The academic team have a more wordy explanation of why BranchScope is a problem and it is useful to have the full text here to see into the heart of the problem:

"Modern microprocessors rely on branch prediction units (BPUs) to sustain uninterrupted instruction delivery to the execution pipeline across conditional branches. When multiple processes execute on the same physical core, they share a single BPU. While attractive from utilization and complexity considerations, the sharing potentially opens the door an attacker to manipulate the shared BPU state, create a side-channel, and derive a direction or target of a branch instruction executed by a victim process. Such leakage can compromise sensitive data."

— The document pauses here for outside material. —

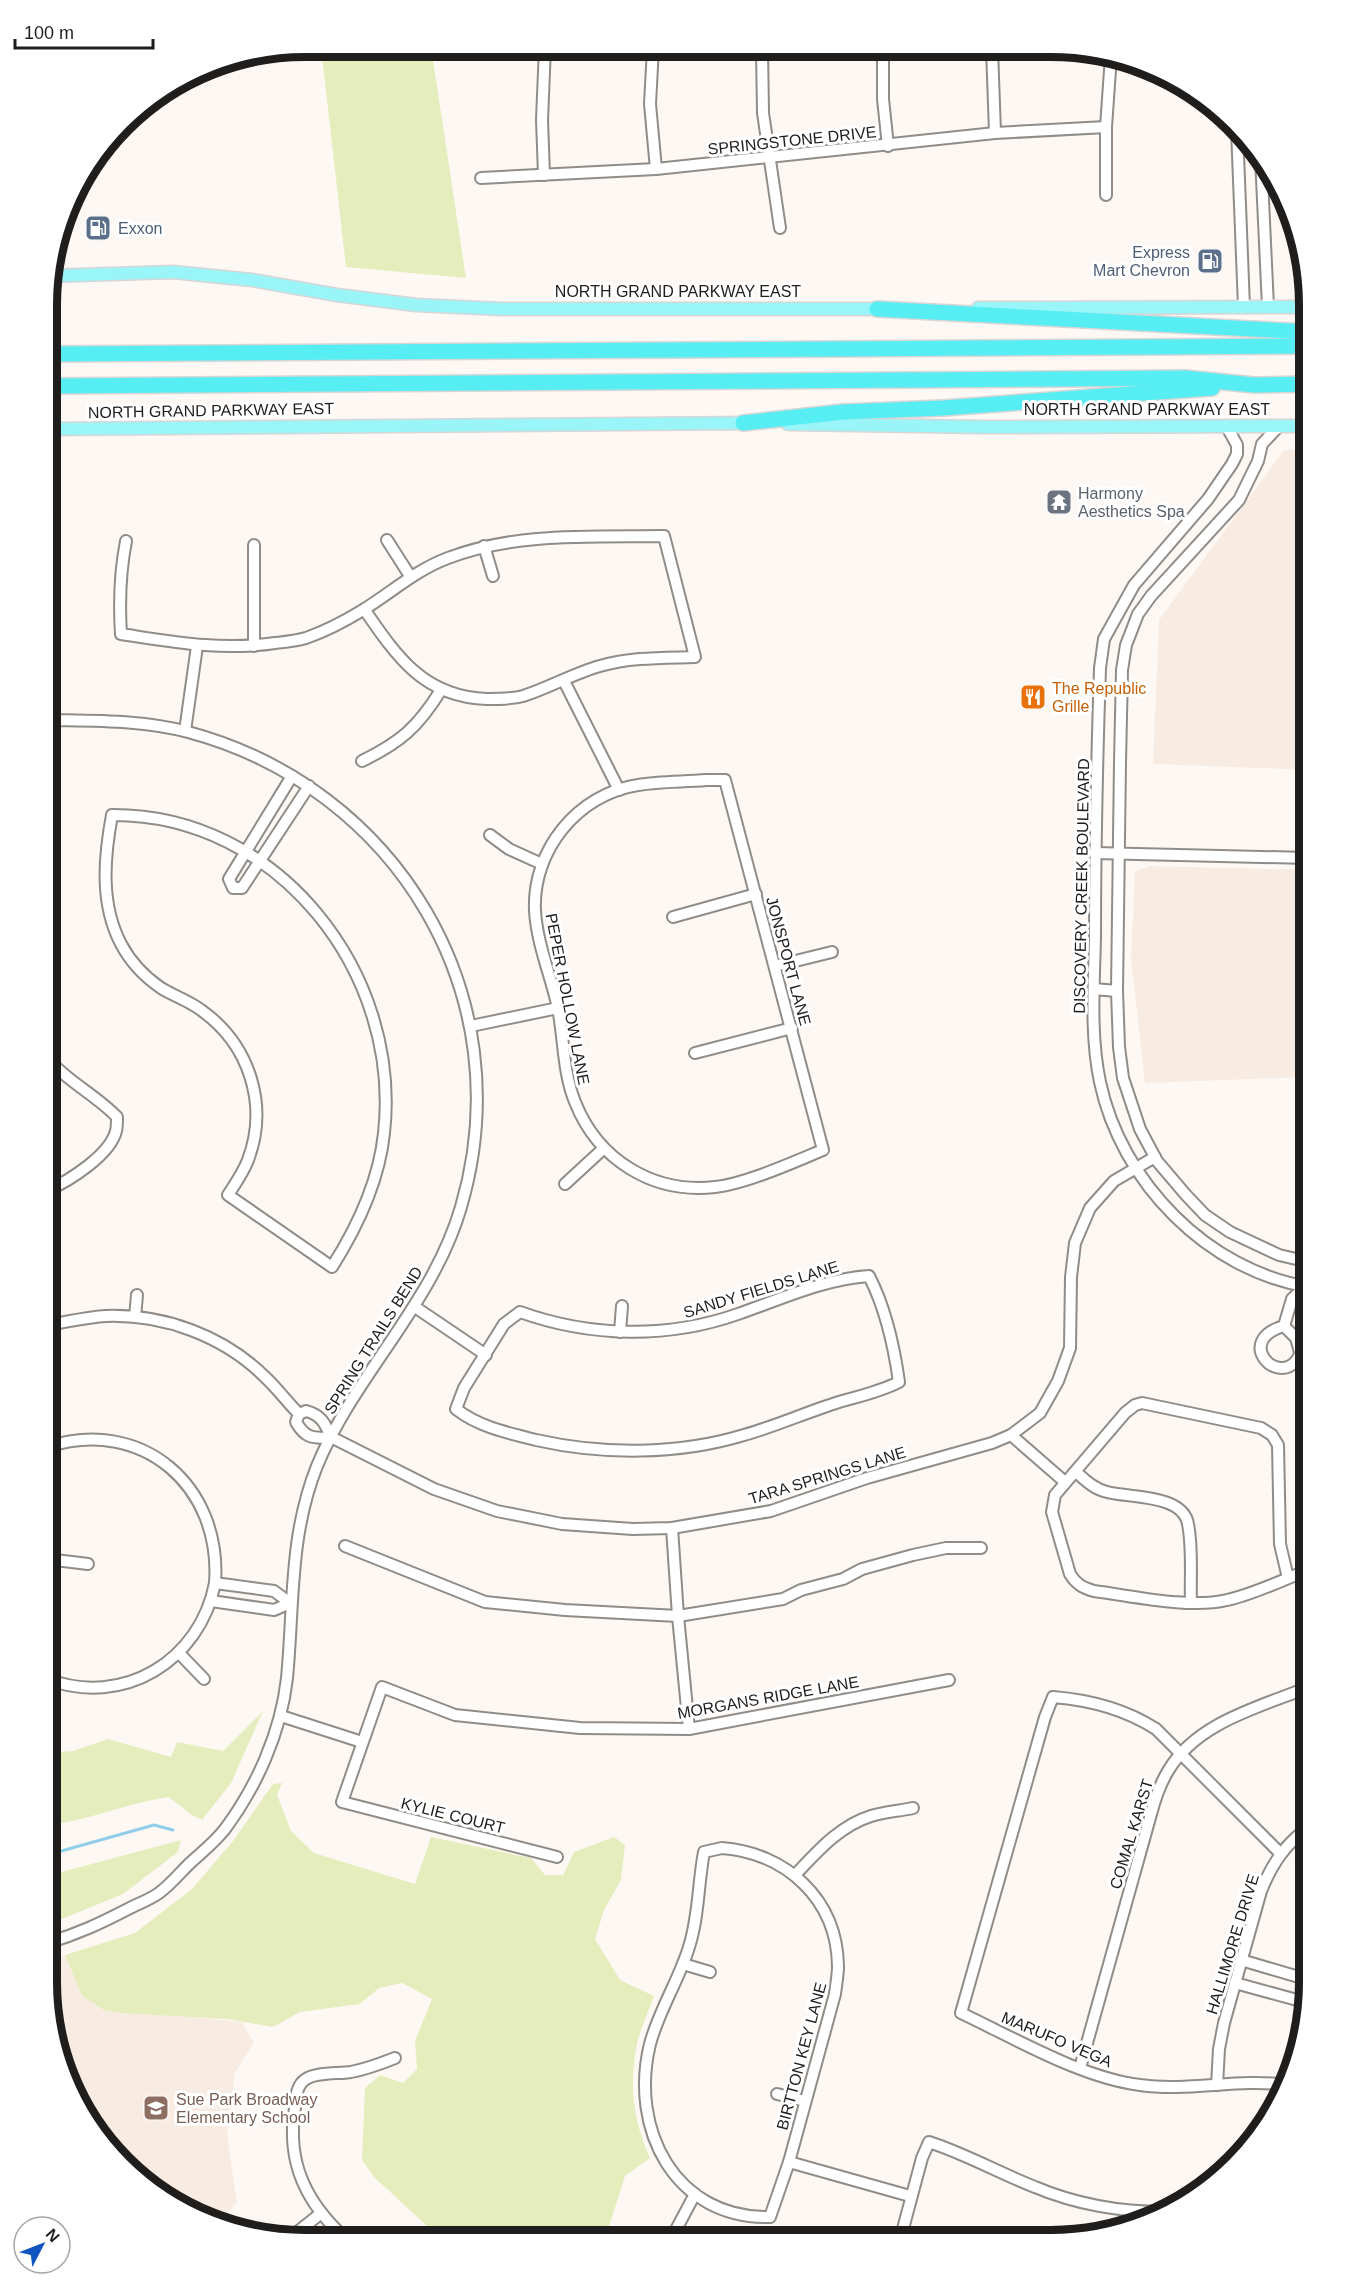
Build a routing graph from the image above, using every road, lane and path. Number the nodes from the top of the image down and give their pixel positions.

An example is given where a branch instruction is conditioned on a bit of a secret key, then the key bits are leaked directly. This could happen in implementations of exponentiation algorithms and other key mathematical operations of modern cryptographic schemes, say the researchers.

BranchScope has been tested to work on Intel Sandy Bridge, Haswell and Skylake processors. On such computers attackers could obtain potentially sensitive information they normally would not be able to access directly. However they would need to have access to the targeted system and they must be able to execute arbitrary code, according to Security Week. It is unlikely that AMD processors will be affected by BranchScope as they are currently unaffected by the similar Spectre Variant 2.

Intel says previous microcode updates could patch BranchScope

Intel's statement regarding BranchScope, released to Security Week, says that the firm has been working with the researchers. Importantly Intel added that "We anticipate that existing software mitigations for previously known side channel exploits, such as the use of side channel resistant cryptography, will be similarly effective against the method described in this paper." However, one of the lead researchers says that Intel's existing microcode updates might only fix the BTB vector, which means BranchScope attacks could still be possible.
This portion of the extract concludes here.